[Stored dataset items]
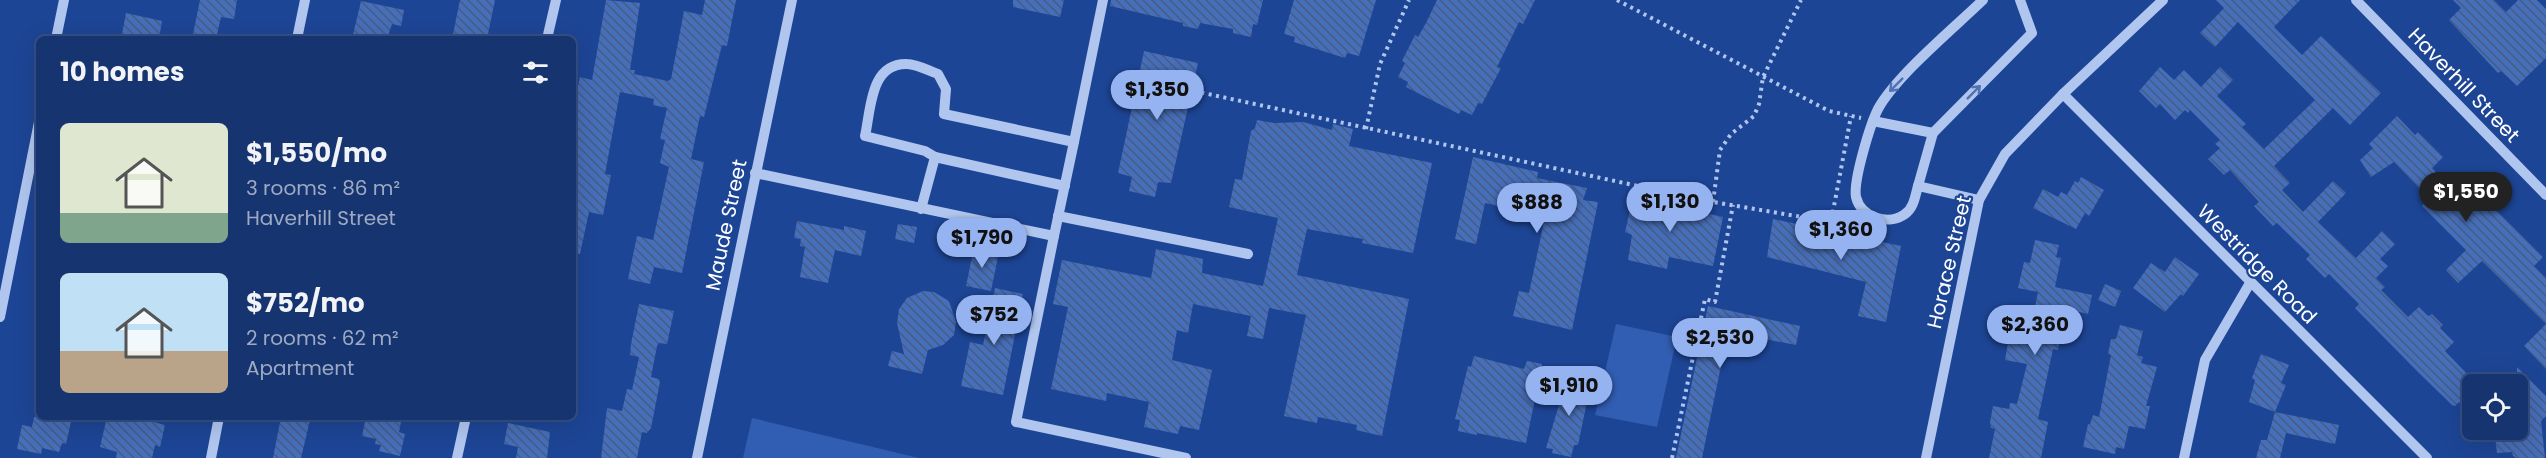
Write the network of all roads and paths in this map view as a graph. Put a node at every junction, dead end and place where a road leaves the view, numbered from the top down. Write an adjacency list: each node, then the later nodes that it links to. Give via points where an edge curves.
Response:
1 (64, 0): 13 (street)
2 (305, 0): 14 (street)
3 (556, 0): 15 (street)
4 (792, 0): 26 (street, Maude Street)
5 (1103, 0): 24 (street)
6 (1409, 0): 21 (path, via 1380,64)
7 (1617, 0): 16 (path)
8 (1801, 0): 16 (path)
9 (1983, 0): 20 (street, one-way to 20, via 1887,94)
10 (2020, 0): 22 (street, one-way to 10, via 2032,33)
11 (2163, 0): 18 (street, Horace Street)
12 (2356, 0): 29 (street, Haverhill Street)
13 (57, 36)
14 (298, 36)
15 (549, 36)
16 (1763, 77): 19 (path, via 1829,111); 31 (path, via 1754,116 1731,134 1720,150)
17 (1194, 91): 21 (path)
18 (2063, 94): 30 (street, Horace Street, via 2005,154); 37 (street, Westridge Road)
19 (1851, 116): 20 (path); 32 (path, via 1831,222)
20 (1873, 121): 22 (street); 28 (street, via 1865,140 1856,197 1862,208 1874,218 1890,220 1904,215 1913,206)
21 (1366, 129): 31 (path)
22 (1933, 134): 28 (street)
23 (36, 137): 38 (street)
24 (1074, 142): 25 (street, via 944,114 946,89 938,74 908,64 889,67 878,76 865,136 925,151); 27 (street)
25 (936, 158): 27 (street); 33 (street)
26 (755, 173): 33 (street); 43 (street, Maude Street)
27 (1065, 186): 34 (street)
28 (1918, 186): 30 (street)
29 (2546, 195)
30 (1978, 200): 46 (street, Horace Street)
31 (1713, 202): 32 (path)
32 (1732, 205): 45 (path, via 1715,302 1705,299)
33 (921, 209): 35 (street)
34 (1058, 216): 35 (street); 36 (street)
35 (1054, 236): 44 (street, via 1016,422)
36 (1248, 254)
37 (2250, 283): 47 (street, via 2205,360); 48 (street, Westridge Road)
38 (0, 317)
39 (218, 420): 41 (street)
40 (465, 420): 42 (street)
41 (211, 458)
42 (457, 458)
43 (697, 458)
44 (1185, 458)
45 (1672, 458)
46 (1926, 458)
47 (2184, 458)
48 (2427, 458)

§ INSTRUCTIONS FOR THE TASK: Only the pictures are to be excluded; all other parts of the records above are to be given exactly.

§ ANSWER FOR THE TASK:
Write the network of all roads and paths in this map view as a graph. Put a node at every junction, dead end and place where a road leaves the view, numbered from the top down. Write an adjacency list: each node, then the later nodes that it links to. Give via points where an edge curves.
Response:
1 (64, 0): 13 (street)
2 (305, 0): 14 (street)
3 (556, 0): 15 (street)
4 (792, 0): 26 (street, Maude Street)
5 (1103, 0): 24 (street)
6 (1409, 0): 21 (path, via 1380,64)
7 (1617, 0): 16 (path)
8 (1801, 0): 16 (path)
9 (1983, 0): 20 (street, one-way to 20, via 1887,94)
10 (2020, 0): 22 (street, one-way to 10, via 2032,33)
11 (2163, 0): 18 (street, Horace Street)
12 (2356, 0): 29 (street, Haverhill Street)
13 (57, 36)
14 (298, 36)
15 (549, 36)
16 (1763, 77): 19 (path, via 1829,111); 31 (path, via 1754,116 1731,134 1720,150)
17 (1194, 91): 21 (path)
18 (2063, 94): 30 (street, Horace Street, via 2005,154); 37 (street, Westridge Road)
19 (1851, 116): 20 (path); 32 (path, via 1831,222)
20 (1873, 121): 22 (street); 28 (street, via 1865,140 1856,197 1862,208 1874,218 1890,220 1904,215 1913,206)
21 (1366, 129): 31 (path)
22 (1933, 134): 28 (street)
23 (36, 137): 38 (street)
24 (1074, 142): 25 (street, via 944,114 946,89 938,74 908,64 889,67 878,76 865,136 925,151); 27 (street)
25 (936, 158): 27 (street); 33 (street)
26 (755, 173): 33 (street); 43 (street, Maude Street)
27 (1065, 186): 34 (street)
28 (1918, 186): 30 (street)
29 (2546, 195)
30 (1978, 200): 46 (street, Horace Street)
31 (1713, 202): 32 (path)
32 (1732, 205): 45 (path, via 1715,302 1705,299)
33 (921, 209): 35 (street)
34 (1058, 216): 35 (street); 36 (street)
35 (1054, 236): 44 (street, via 1016,422)
36 (1248, 254)
37 (2250, 283): 47 (street, via 2205,360); 48 (street, Westridge Road)
38 (0, 317)
39 (218, 420): 41 (street)
40 (465, 420): 42 (street)
41 (211, 458)
42 (457, 458)
43 (697, 458)
44 (1185, 458)
45 (1672, 458)
46 (1926, 458)
47 (2184, 458)
48 (2427, 458)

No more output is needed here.